Hacker News new | past | comments | ask | show | jobs | submit login
How to generate random geo-coordinates within a given radius (jordinl.com)
94 points by jordinl 29 days ago | hide | past | web | favorite | 52 comments

> On a previous project we needed to show markers on a map to indicate there was a property, but for privacy reasons we wanted to show the marker on the map close to the property but not at the exact location of the property. So we needed to generate random points within a fixed distance of the original point location

This raises a couple of interesting questions.

1. How do you stop someone from finding the actual property location by querying that map a bunch of times and averaging the positions returned?

2. Are there any negative consequences for the people whose property a displaced marker ends up on? For example, if someone is using the map lookup to find the home of a rival gang officer in order to do a drive by attack, and I happen to live down the street, I really don't want that marker showing up on my house.

Rather than a displaced marker, maybe divide the map into rectangular or hexagonal regions, and just highlight the region containing the property.

> 1. How do you stop someone from finding the actual property location by querying that map a bunch of times and averaging the positions returned?

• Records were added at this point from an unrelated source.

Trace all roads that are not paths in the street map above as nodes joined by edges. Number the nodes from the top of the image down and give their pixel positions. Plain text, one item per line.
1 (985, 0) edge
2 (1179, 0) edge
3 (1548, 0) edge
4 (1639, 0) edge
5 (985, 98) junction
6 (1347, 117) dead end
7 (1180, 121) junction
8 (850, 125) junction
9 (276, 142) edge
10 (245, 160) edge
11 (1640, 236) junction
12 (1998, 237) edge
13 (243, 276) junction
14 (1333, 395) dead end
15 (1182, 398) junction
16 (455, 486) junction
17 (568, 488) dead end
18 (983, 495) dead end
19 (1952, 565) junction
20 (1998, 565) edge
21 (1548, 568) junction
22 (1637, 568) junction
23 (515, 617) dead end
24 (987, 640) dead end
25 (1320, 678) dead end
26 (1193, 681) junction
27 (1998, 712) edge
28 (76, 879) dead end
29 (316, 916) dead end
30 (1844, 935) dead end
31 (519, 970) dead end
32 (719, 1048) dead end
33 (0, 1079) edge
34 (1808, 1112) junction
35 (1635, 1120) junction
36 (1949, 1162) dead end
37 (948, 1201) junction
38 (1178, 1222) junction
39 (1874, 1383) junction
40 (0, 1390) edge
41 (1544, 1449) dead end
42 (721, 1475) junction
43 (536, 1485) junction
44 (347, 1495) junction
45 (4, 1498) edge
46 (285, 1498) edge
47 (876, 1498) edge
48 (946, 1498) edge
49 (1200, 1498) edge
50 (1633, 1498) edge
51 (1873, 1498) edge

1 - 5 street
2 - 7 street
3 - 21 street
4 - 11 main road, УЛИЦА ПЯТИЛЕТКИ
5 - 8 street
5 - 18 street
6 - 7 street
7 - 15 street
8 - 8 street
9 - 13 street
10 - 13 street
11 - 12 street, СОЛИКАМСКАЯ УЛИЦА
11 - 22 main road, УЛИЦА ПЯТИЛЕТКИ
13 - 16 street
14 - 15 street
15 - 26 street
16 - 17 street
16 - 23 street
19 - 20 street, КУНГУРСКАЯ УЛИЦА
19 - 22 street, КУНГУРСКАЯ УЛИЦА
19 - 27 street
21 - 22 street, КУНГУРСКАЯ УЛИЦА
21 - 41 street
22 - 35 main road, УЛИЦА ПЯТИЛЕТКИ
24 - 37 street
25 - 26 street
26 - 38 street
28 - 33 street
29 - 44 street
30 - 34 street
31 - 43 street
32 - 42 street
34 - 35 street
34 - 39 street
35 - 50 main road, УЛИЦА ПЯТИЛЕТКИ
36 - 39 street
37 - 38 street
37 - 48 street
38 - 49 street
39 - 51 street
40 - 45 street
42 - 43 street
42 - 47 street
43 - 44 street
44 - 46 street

Back when YikYak was a thing, I was scraping the data for university campus through their API and found that their location data was randomized upon access. This meant that popular posts (they survived for longer) would end up producing pretty accurate location data.

In one case, I confirmed this by walking into the computer lab in the building where the Geography courses were located and asked "who was asking for lab help on YikYak?" and one student sheepishly raised his hand. I helped him and then also gave him a lesson on real world applications of the central limit theorem.

> 2. Are there any negative consequences for the people whose property a displaced marker ends up on?

That's definitely plausible: https://splinternews.com/how-an-internet-mapping-glitch-turn...

To answer (1), if you seed the randomiser with a known static value—e.g. the co-ordinates, or a database record ID—then repeat queries will return the same mangled result.

Or an even simpler, more trivial solution would be to store mangled values next to the true values. Then all of your APIs and services can pick the appropriate value for the circumstance.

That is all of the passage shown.